-------- PROVIDED ENTRIES
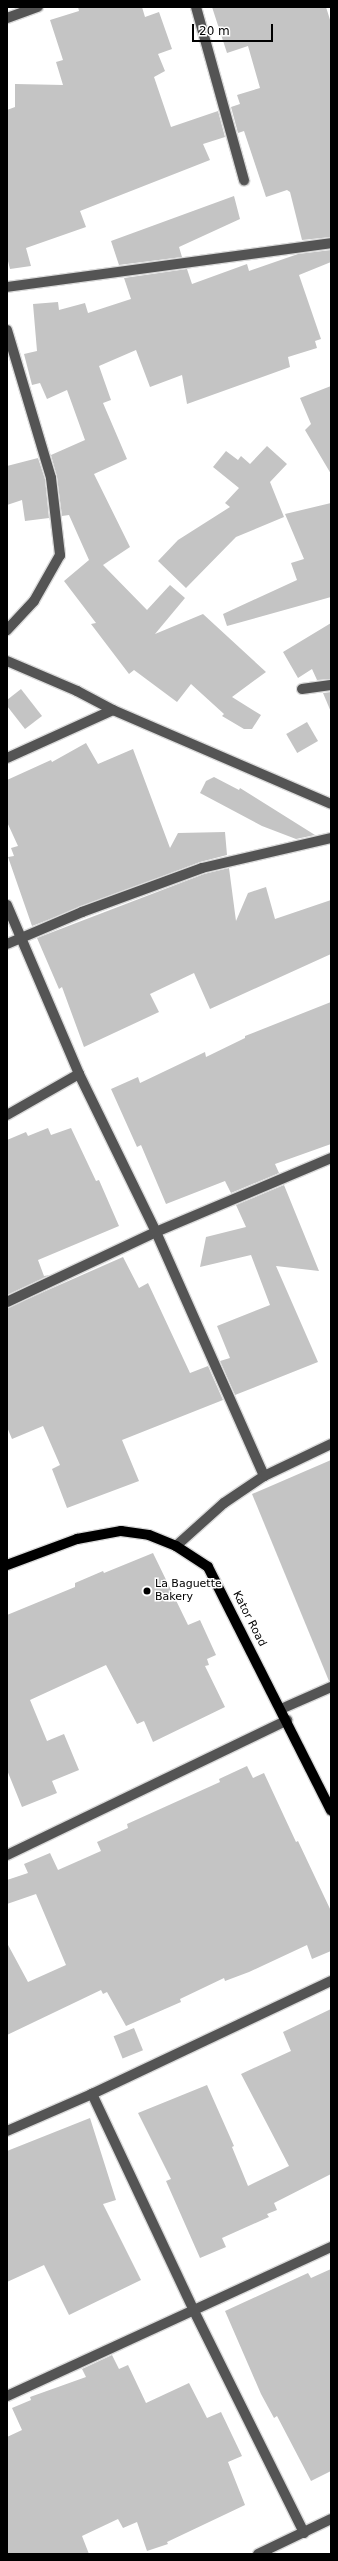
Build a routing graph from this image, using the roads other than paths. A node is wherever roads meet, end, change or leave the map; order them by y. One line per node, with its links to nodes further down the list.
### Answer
1 (8, 7): 4 (street)
2 (38, 7): 4 (street)
3 (196, 7): 5 (street)
4 (9, 18)
5 (244, 180)
6 (331, 243): 7 (street)
7 (7, 287)
8 (7, 330): 9 (street)
9 (7, 630)
10 (7, 661): 13 (street)
11 (331, 685): 12 (street)
12 (302, 689)
13 (113, 710): 14 (street); 15 (street)
14 (7, 758)
15 (331, 804)
16 (331, 838): 18 (street)
17 (7, 905): 18 (street)
18 (22, 938): 19 (street); 20 (street)
19 (7, 944)
20 (79, 1074): 21 (street); 23 (street)
21 (7, 1115)
22 (331, 1158): 23 (street)
23 (156, 1232): 24 (street); 26 (street)
24 (7, 1302)
25 (331, 1444): 26 (street)
26 (264, 1476): 27 (street)
27 (176, 1546): 28 (main road, Kator Road); 30 (main road, Kator Road)
28 (7, 1565)
29 (331, 1687): 30 (street)
30 (281, 1709): 31 (main road, Kator Road)
31 (287, 1720): 32 (main road, Kator Road); 33 (street)
32 (331, 1812)
33 (7, 1855)
34 (331, 1981): 35 (street)
35 (92, 2094): 36 (street); 38 (street)
36 (7, 2131)
37 (331, 2247): 38 (street)
38 (194, 2309): 39 (street); 41 (street)
39 (7, 2396)
40 (331, 2519): 41 (street)
41 (304, 2533): 42 (street)
42 (258, 2554)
----------------
Find and copy each line above that includes the string "main".

- REPLY TO THE TASK:
27 (176, 1546): 28 (main road, Kator Road); 30 (main road, Kator Road)
30 (281, 1709): 31 (main road, Kator Road)
31 (287, 1720): 32 (main road, Kator Road); 33 (street)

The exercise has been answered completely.